Swiss architect and urban planner

Jakob Maurer (28 December 1929 – 30 May 2025) was a Swiss architect and urban planner who served as a professor at ETH Zurich and played a significant role in the development of spatial planning methodology in Switzerland. He was also a member of the Grand Council of Zurich representing the Alliance of Independents.

== Early life and education ==
Jakob Maurer was born on 28 December 1929 in Uster, Switzerland, to Jakob Maurer, an architect, and Ida Zubler. He was Protestant, and studied architecture at the Swiss Federal Institute of Technology (ETH) in Zurich from 1948 to 1952.

== Career ==

=== Architecture and early planning work ===
After completing his studies, Maurer worked as an employed or independent architect from 1952 to 1960. He then transitioned to urban planning, serving as head of the traffic planning office at the city of Zurich's building department from 1960 to 1962. From 1963 to 1967, he worked as technical director of regional planning for Zurich and surrounding areas.

=== Academic career ===
In 1966, Maurer completed his doctorate with a thesis on urban planning and research, focusing on urbanism. That same year, he was appointed assistant professor of local, regional and national planning at ETH Zurich.

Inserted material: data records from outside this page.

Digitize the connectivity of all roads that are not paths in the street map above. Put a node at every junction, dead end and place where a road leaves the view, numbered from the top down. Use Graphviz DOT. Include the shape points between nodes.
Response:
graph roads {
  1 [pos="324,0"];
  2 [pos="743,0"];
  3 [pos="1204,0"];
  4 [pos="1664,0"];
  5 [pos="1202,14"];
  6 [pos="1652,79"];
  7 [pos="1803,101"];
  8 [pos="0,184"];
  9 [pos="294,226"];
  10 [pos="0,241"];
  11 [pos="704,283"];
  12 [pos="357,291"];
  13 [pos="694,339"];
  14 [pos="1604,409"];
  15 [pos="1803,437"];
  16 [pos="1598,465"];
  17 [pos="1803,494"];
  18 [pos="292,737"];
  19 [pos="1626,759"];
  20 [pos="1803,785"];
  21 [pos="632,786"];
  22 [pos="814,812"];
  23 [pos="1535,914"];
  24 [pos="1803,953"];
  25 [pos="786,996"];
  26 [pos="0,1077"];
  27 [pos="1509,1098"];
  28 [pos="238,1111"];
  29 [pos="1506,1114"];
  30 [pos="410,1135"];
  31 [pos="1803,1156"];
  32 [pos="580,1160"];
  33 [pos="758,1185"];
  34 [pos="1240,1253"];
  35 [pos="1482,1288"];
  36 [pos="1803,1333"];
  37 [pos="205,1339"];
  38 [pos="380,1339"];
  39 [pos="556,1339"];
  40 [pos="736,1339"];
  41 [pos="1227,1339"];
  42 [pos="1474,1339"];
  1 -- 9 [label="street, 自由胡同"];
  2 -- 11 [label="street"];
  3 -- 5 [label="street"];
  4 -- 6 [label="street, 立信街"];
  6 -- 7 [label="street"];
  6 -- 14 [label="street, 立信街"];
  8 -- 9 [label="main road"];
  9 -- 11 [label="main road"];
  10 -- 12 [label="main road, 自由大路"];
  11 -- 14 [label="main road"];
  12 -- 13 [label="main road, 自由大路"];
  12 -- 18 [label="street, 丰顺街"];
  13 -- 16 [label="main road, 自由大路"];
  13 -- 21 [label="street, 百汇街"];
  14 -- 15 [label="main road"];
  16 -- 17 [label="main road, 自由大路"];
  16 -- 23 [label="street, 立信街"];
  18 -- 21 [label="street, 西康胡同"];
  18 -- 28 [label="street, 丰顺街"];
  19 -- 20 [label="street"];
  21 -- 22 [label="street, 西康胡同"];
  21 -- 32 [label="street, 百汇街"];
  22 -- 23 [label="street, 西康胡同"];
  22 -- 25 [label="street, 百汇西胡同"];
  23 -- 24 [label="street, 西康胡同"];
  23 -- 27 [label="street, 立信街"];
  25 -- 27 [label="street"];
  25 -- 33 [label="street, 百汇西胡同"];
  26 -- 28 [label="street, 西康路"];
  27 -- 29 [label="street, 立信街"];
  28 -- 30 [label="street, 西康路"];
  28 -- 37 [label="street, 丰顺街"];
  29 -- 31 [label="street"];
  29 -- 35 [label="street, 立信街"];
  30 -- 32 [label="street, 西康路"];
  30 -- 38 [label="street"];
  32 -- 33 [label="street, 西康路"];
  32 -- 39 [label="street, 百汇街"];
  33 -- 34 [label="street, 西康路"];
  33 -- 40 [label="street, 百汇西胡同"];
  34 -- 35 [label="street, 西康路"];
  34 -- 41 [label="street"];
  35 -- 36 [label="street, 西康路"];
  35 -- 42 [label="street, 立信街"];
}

He was promoted to extraordinary professor in 1970 and to full professor of spatial planning methodology in 1977, a position he held until 1997.

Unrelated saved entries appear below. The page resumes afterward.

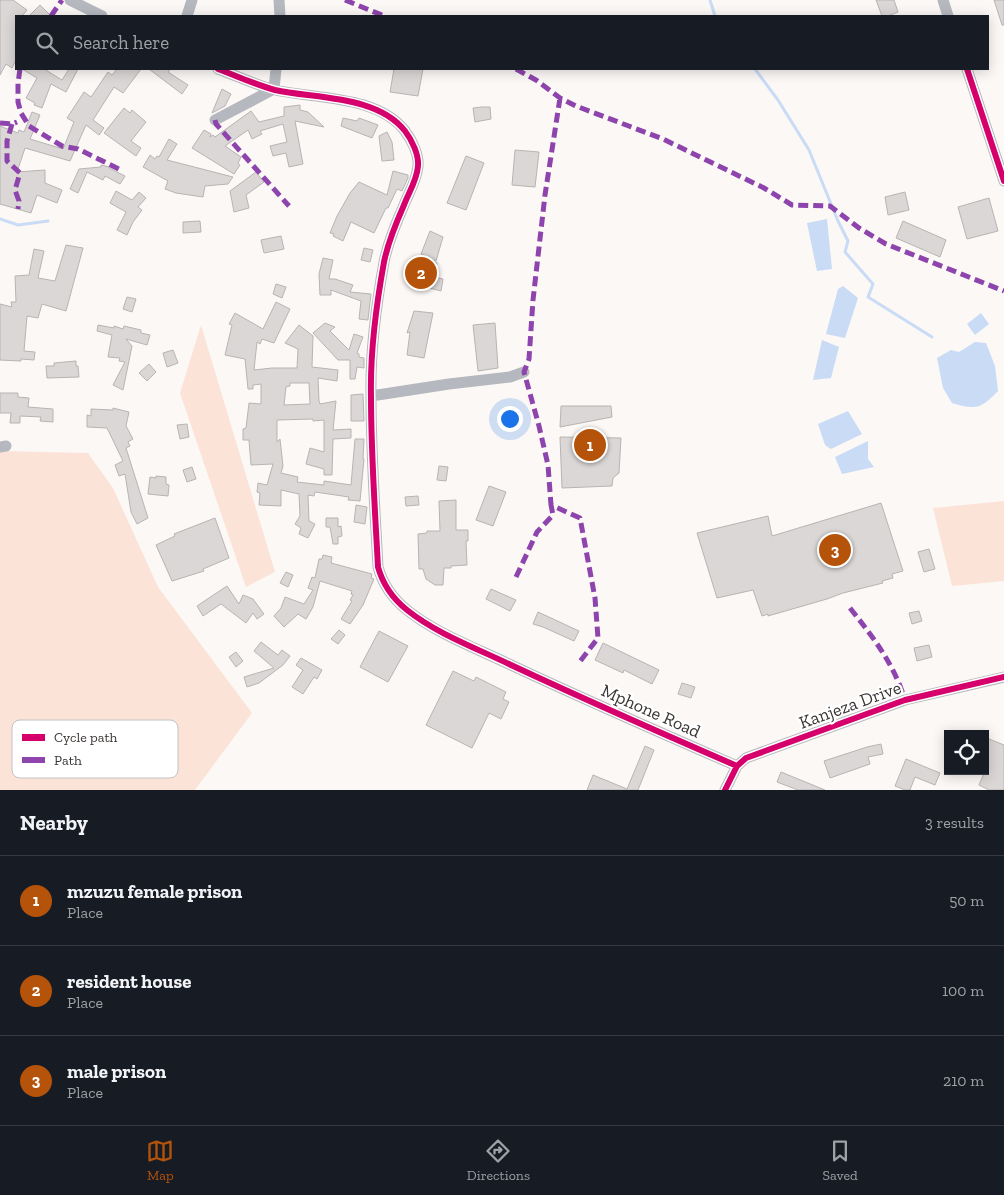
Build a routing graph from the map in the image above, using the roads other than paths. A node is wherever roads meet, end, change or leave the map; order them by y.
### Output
1 (70, 0) edge
2 (192, 0) edge
3 (279, 0) edge
4 (943, 0) edge
5 (100, 15) edge
6 (187, 15) edge
7 (280, 15) edge
8 (948, 15) edge
9 (221, 70) edge
10 (276, 70) edge
11 (967, 70) edge
12 (274, 89) junction
13 (215, 120) dead end
14 (1004, 181) edge
15 (524, 372) dead end
16 (371, 396) junction
17 (1004, 677) edge
18 (737, 766) junction
19 (725, 790) edge

1 - 5 street
2 - 6 street
3 - 7 street
4 - 8 street
9 - 12 street, Mphone Road
10 - 12 street
11 - 14 street
12 - 13 street
12 - 16 street, Mphone Road
15 - 16 street
16 - 18 street, Mphone Road
17 - 18 street, Kanjeza Drive
18 - 19 street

During his academic career, Maurer co-founded the Federation of Swiss Urban Planners. His international work included projects in Germany, Austria, and France, where he served as a planner and consultant.

=== Political career ===
Maurer was active in politics as a member of the Alliance of Independents (AdI). He served as a deputy in the Grand Council of Zurich from 1963 to 1967.

== Personal life ==
In 1953, Maurer married Hilde Lea Esposito. He died on 30 May 2025 in Zurich at the age of 95.

== Bibliography ==

- Heer, Ernst; Scholl, Bernd; Signer, Rolf (éd.): Aspekte der Raumplanung in Europa. Festschrift für Jakob Maurer, 1990.